Saturday, July 14, 2007

Under my um-ber-ella... ella... ella...

decided to blow the dust off an old poem. read it. read into it. but don't read too much into it. and oh, it's long. ha.

Broken: a poem in parts


I. Clouds

my fist can’t break
through the paper bag of
my thoughts, tree rings leading
only to themselves. (what do my words make) since
this straw hat keeps the light
out of my eyes the heat
empties out of my head in ribbons that

tie knots in the air
there is work to be done

things to hold onto
blesséd gossamer threads
to stick to something, anything
strong enough to carry the weight
of my thin filament.


II.
Do you love me

The question marks
my anxiety, establishes
the border between
that which is and cannot be
said without compromise
and fear held without conquest;
but oh, so lonely, with nothing
to say.


III.
Rosebush

How peacefully do these waters fester
Held at bay by the strength of men
The hand of man immortalized in concrete slabs
And the city beneath that most mighty palm
Sifting nonchalance within itself
Unaware of the danger in a trickle.

And you, a buttress breeched, must hold back the ocean’s tide
In the face of the moon, must dam yourself unto yourself,
A broken spirit flooded into the chaos of equilibrium.


IV.
Mourning Lovesickness

At first, I told myself
that it was my heart
sunken into my belly
that shook my stomach
every morning, dragging
me down to my knees
before this porcelain altar
to spill my guts.

I am lovesick,
me said, searching
the water for heart-chunks
among the morn’s vomit,
so sick of love
that I came head-bent
before a toilet as if in
daily ritual prayer
over some gestating sacrifice.

As the anger waned,
the pang in my belly grew,
each morning’s release making room
for divine intervention,
the sanctity found only in sin;

My knees buckled
to better carry the weight
I couldn’t stand.


V.
Broken

Everything seemed to come
down in pieces. Even the rain
fell like glass: as if her soul had fallen
like a brick through some window
in heaven. She, with no umbrella
left, to wade sole-deep in a sea of piece
and fragment, shard and crumb.

Rain spilled from heaven’s floor like mop water,
in thick, heavy strings—yarn
that poked persistently at her dogged body
as though she were a needle. Drops reaching into her
stomach like a bullet. A slug, this bellied burden, whose growth bore
down and into her with each dribble of fallen cloud,
each fleeting dash of rain. She could not escape:
there were icy puddles in the pockets of her raincoat
that drowned her clenched, knotted hands.
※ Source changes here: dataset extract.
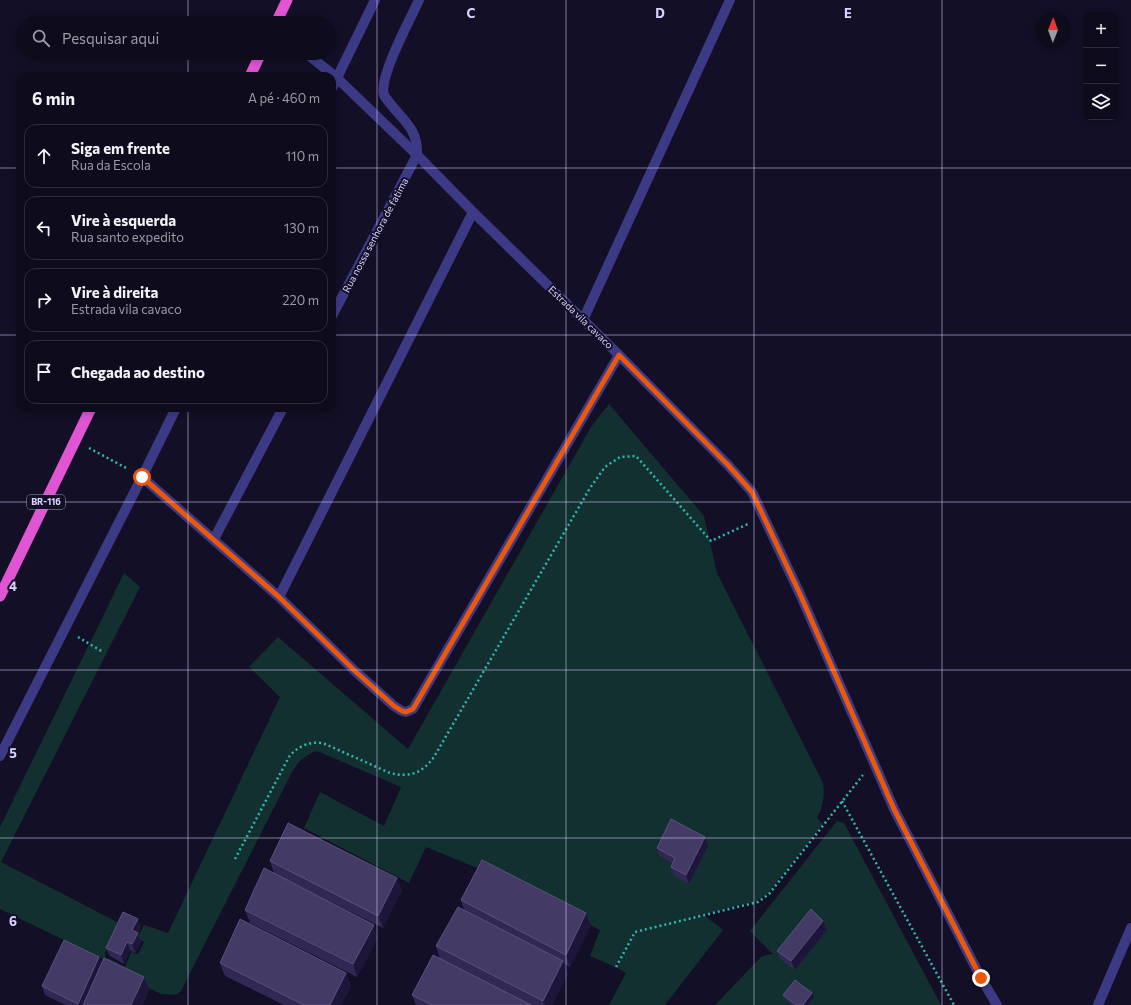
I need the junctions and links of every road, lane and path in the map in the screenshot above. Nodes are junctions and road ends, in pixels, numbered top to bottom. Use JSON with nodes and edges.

Still, the clouds extinguished themselves above her,
bleeding drop by drop, resolute in their confusion
to empty as well as fill. Maybe standing
in the midst of it all,
she understood.

She, drenched and jeweled, beaded with rain,
baptizing the strange fruit of sorrow. Rainwater broke her
cheeks and crawled through the tracks of her
years.

Her eyes were dry,
now.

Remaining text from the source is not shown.